◆ **WHAT YOU SHOULD DO**
Count the lines below containing "from". Number only.

Stored data:
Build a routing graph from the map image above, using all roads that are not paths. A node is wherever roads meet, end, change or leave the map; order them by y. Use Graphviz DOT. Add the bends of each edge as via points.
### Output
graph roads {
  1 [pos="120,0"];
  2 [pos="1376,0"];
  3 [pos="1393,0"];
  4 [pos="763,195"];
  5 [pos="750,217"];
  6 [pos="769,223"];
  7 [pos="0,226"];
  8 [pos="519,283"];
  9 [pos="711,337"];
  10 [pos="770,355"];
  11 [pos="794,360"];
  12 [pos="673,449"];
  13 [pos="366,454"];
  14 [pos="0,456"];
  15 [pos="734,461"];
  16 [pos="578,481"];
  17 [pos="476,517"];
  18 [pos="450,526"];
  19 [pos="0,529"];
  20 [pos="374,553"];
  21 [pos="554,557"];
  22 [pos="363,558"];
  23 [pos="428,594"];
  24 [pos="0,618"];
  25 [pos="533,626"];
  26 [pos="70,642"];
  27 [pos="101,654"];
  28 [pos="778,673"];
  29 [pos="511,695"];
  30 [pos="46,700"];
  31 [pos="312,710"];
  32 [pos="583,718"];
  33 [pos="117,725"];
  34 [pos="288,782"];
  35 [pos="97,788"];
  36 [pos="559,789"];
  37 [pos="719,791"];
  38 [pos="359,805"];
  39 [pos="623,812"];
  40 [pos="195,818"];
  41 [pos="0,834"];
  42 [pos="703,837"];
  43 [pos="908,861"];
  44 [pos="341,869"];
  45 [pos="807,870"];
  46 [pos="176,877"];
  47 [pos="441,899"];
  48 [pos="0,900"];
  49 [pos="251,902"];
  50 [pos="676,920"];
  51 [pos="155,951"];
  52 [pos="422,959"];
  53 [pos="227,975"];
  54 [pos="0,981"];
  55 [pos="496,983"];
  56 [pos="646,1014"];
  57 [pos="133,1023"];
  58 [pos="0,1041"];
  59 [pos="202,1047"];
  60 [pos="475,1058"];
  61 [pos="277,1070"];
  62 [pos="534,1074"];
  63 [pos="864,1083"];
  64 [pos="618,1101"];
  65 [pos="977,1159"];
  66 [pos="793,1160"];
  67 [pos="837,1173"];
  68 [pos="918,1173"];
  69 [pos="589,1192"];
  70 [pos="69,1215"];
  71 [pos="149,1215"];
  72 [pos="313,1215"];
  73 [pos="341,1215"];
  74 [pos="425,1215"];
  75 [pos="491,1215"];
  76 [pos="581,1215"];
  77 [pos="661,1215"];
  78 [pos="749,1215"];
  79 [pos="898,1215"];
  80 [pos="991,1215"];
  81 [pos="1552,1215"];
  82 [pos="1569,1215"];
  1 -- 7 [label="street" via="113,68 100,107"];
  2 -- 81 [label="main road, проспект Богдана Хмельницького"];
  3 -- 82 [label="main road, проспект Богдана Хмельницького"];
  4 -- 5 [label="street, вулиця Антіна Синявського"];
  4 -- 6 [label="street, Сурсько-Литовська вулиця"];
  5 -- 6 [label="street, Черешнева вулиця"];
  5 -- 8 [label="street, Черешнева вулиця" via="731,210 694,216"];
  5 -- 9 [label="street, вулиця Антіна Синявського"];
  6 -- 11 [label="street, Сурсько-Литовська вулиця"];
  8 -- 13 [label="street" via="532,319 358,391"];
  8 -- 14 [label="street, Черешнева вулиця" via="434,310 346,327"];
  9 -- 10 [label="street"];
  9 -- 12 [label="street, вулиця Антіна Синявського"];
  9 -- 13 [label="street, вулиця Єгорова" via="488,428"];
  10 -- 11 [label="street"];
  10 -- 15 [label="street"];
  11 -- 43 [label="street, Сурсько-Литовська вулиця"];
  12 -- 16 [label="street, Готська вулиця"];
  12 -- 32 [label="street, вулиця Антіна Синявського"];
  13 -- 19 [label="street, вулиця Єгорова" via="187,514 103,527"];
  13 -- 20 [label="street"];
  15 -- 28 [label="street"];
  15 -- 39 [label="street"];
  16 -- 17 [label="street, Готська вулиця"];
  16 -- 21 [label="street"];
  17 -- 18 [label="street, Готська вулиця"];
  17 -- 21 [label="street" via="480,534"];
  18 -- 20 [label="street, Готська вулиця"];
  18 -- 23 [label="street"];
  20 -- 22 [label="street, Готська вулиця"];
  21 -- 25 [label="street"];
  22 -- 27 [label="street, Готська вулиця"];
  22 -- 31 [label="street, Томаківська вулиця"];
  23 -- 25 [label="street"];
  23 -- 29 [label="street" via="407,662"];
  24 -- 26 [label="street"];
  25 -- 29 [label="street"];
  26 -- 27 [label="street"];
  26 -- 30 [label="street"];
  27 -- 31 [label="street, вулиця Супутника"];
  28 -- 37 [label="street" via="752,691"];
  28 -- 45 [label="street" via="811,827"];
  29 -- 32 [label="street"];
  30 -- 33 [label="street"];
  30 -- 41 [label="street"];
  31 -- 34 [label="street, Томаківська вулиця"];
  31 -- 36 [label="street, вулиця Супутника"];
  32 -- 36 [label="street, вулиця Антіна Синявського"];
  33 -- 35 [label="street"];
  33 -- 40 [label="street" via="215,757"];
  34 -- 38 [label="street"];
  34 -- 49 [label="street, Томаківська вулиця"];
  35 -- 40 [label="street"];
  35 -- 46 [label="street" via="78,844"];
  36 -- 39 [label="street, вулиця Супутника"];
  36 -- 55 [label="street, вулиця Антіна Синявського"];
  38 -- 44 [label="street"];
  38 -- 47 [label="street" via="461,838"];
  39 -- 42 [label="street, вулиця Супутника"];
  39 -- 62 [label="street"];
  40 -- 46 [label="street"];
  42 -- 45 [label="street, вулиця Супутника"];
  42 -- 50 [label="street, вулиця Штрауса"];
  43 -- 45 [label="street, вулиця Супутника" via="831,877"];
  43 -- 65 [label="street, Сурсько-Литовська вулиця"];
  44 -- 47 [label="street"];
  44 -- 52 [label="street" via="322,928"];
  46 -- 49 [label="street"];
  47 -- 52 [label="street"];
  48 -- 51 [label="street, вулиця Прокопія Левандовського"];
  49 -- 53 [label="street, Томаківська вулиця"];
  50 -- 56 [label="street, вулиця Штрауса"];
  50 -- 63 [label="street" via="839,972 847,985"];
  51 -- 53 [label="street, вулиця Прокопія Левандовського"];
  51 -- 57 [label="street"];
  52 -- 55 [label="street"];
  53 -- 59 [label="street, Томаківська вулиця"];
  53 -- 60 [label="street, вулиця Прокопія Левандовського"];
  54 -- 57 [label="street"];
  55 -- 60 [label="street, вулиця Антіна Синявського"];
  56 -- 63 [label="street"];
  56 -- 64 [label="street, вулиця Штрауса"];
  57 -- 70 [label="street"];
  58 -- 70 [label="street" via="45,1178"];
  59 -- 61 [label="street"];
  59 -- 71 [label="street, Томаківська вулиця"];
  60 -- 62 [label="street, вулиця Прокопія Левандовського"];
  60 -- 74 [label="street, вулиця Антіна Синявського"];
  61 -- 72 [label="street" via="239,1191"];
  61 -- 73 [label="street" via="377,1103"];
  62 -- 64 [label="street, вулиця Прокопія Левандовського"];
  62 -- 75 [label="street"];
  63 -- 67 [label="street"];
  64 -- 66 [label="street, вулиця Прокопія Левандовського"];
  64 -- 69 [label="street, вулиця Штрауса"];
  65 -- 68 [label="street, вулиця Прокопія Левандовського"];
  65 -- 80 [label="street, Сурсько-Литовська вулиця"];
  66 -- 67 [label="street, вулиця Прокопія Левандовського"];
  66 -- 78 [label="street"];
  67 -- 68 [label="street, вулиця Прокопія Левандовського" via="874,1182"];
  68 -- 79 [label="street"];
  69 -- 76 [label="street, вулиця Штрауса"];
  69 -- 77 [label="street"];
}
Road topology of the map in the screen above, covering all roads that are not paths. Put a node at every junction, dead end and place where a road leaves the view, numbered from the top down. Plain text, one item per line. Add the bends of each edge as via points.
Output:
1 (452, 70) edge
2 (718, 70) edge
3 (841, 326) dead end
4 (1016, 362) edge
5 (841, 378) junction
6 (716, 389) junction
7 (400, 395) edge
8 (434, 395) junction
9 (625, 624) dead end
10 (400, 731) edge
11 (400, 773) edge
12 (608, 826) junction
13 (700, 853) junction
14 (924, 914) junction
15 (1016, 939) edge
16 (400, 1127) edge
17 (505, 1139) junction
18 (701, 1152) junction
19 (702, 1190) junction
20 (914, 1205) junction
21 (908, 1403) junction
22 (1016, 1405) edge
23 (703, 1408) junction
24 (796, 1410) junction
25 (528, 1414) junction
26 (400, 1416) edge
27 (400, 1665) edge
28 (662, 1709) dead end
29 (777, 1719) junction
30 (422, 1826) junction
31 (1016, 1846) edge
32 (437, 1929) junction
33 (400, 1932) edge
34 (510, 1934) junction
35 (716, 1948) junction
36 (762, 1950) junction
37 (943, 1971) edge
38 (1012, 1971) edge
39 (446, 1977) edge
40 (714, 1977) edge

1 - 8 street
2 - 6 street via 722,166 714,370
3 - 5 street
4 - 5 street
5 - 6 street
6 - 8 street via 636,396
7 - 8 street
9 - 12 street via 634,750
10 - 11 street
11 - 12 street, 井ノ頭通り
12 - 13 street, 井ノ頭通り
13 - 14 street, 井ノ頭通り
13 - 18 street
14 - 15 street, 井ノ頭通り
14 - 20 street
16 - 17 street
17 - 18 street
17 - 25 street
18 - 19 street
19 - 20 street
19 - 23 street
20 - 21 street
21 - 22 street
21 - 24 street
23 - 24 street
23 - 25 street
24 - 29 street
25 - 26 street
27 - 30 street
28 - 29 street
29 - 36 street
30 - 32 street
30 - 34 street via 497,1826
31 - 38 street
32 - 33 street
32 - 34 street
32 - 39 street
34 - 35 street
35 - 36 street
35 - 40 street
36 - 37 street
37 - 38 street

◆ **OUTPUT FOR THIS TASK**
2